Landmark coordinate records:
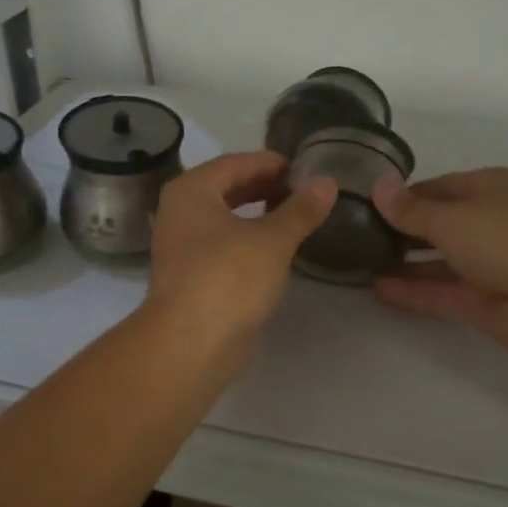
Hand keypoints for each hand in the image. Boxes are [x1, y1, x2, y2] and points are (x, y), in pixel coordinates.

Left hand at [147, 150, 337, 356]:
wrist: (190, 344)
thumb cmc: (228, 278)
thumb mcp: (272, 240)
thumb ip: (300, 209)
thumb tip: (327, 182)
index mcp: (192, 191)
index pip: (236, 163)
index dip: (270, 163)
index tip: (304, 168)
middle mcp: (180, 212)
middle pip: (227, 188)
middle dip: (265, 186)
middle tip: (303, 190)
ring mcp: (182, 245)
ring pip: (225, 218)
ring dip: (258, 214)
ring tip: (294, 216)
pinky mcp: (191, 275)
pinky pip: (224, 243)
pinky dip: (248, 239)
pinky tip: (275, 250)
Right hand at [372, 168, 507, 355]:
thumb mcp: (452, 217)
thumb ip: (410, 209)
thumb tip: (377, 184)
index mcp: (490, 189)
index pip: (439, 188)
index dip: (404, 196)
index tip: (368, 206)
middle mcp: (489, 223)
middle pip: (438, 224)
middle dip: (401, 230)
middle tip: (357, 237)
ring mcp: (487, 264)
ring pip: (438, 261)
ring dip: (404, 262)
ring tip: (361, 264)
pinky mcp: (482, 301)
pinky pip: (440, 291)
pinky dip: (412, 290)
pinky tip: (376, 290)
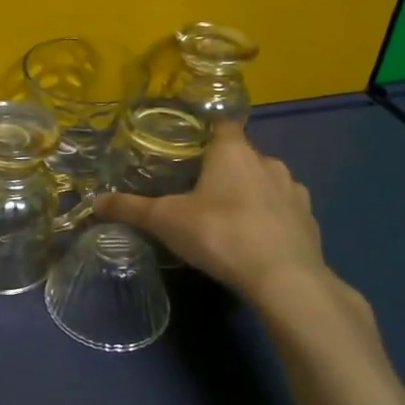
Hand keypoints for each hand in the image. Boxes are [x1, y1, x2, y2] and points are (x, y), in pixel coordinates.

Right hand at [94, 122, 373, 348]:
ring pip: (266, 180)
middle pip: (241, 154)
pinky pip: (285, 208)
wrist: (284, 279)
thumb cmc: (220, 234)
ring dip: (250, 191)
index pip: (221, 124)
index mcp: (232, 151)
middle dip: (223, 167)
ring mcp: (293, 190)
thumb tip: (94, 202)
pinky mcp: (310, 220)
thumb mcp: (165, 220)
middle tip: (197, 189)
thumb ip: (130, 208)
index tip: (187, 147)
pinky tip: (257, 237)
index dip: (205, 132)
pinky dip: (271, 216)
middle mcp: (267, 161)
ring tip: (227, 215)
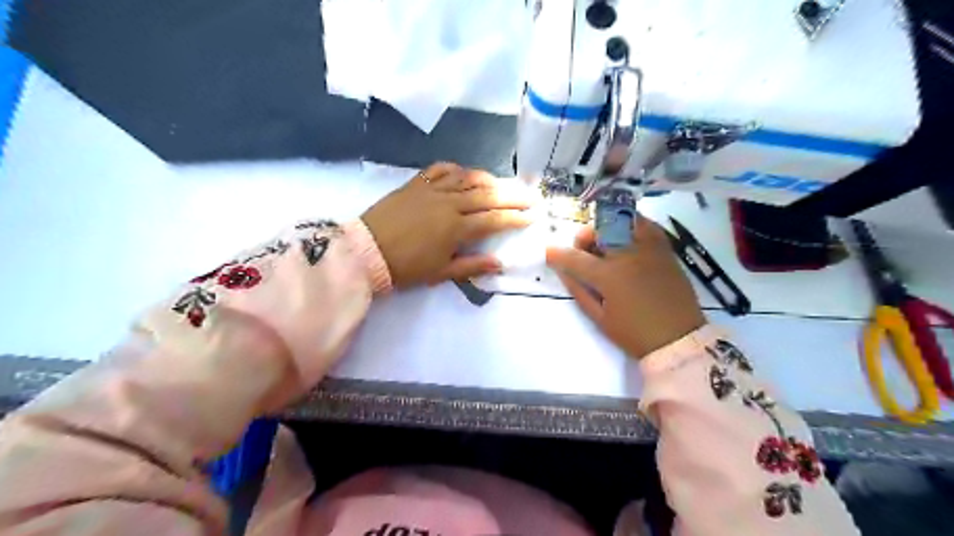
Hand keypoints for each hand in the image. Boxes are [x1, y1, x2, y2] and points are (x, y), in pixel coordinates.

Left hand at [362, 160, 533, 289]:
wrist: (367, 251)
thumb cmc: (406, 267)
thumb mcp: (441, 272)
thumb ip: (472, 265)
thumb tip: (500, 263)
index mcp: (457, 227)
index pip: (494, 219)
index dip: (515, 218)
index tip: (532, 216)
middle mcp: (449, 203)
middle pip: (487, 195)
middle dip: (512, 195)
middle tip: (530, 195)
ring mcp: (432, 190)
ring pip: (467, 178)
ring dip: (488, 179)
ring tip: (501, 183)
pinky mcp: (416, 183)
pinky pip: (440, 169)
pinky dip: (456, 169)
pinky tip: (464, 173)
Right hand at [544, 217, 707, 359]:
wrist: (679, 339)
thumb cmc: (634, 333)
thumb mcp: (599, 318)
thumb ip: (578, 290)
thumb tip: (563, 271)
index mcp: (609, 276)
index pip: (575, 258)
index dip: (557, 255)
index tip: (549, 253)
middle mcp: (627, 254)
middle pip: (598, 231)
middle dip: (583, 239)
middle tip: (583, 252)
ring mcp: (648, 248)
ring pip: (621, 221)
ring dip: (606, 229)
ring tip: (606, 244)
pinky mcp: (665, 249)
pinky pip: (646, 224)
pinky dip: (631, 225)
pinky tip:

## WHAT IS BEING ASKED
Give back all entries exactly. No pictures belong in the copy.

## FINISHED EXERCISE
Hand keypoints for each hand in the image. Boxes are [x1, y1, x2, y2] and points are (x, y), in pixel coordinates.

Left hand at [147, 150, 337, 356]:
wrist: (190, 344)
thumb cmc: (228, 278)
thumb mcp: (272, 240)
thumb ip: (300, 209)
thumb tip: (327, 182)
index mcp: (192, 191)
index pip: (236, 163)
index dip: (270, 163)
index tip: (304, 168)
middle mcp: (180, 212)
middle pip: (227, 188)
middle dip: (265, 186)
middle tip: (303, 190)
ring mcp: (182, 245)
ring pip: (225, 218)
ring dip: (258, 214)
ring tip: (294, 216)
pinky mcp: (191, 275)
pinky pip: (224, 243)
pinky dip: (248, 239)
pinky tip: (275, 250)
Right hand at [372, 168, 507, 355]:
thumb mcp: (452, 217)
thumb ip: (410, 209)
thumb tip: (377, 184)
index mcp: (490, 189)
index pip: (439, 188)
index dip: (404, 196)
index tip: (368, 206)
middle mcp: (489, 223)
middle pip: (438, 224)
middle dip: (401, 230)
middle tip: (357, 237)
ring mcp: (487, 264)
ring pip: (438, 261)
ring dip: (404, 262)
ring tip: (361, 264)
pinky mcp: (482, 301)
pinky pip: (440, 291)
pinky dip: (412, 290)
pinky tip: (376, 290)
Hand keypoints for each hand in the image. Boxes are [x1, y1, x2, y2] and points are (x, y), in pixel coordinates.

Right hand at [94, 122, 373, 348]:
ring pip: (266, 180)
middle pip: (241, 154)
pinky pip: (285, 208)
wrist: (284, 279)
thumb cmc: (220, 234)
ring dip: (250, 191)
index pip: (221, 124)
index mcp: (232, 151)
middle dip: (223, 167)
ring mcp: (293, 190)
thumb tip: (94, 202)
pinky mcp: (310, 220)
thumb mcp: (165, 220)
middle tip: (197, 189)
thumb ip: (130, 208)
index tip: (187, 147)
pinky tip: (257, 237)
index dip: (205, 132)
pinky dip: (271, 216)
middle mcp: (267, 161)
ring tip: (227, 215)
Hand keypoints for each hand in the image. Boxes are [x1, y1, x2, y2] and points are (x, y), in pixel coordinates.

Left hand at [362, 160, 533, 289]:
wrist: (367, 251)
thumb cmc: (406, 267)
thumb mcp: (441, 272)
thumb ip: (472, 265)
thumb tip: (500, 263)
index mcp: (457, 227)
index pip: (494, 219)
index dip: (515, 218)
index tip: (532, 216)
middle mcp: (449, 203)
middle pip: (487, 195)
middle dip: (512, 195)
middle tip: (530, 195)
ring mcp: (432, 190)
ring pip: (467, 178)
ring dip: (488, 179)
ring tip: (501, 183)
pinky mcp: (416, 183)
pinky pip: (440, 169)
pinky dip: (456, 169)
pinky tip: (464, 173)
Right hand at [544, 217, 707, 359]:
wrist: (679, 339)
thumb cmc: (634, 333)
thumb mcp: (599, 318)
thumb ip: (578, 290)
thumb tip: (563, 271)
index mcp: (609, 276)
index pip: (575, 258)
index dip: (557, 255)
index tip: (549, 253)
middle mcp: (627, 254)
middle pip: (598, 231)
middle dip: (583, 239)
middle tip: (583, 252)
ring mcp: (648, 248)
ring pip: (621, 221)
ring dip: (606, 229)
ring tip: (606, 244)
pinky mcp: (665, 249)
pinky pip: (646, 224)
pinky dip: (631, 225)
pinky tip:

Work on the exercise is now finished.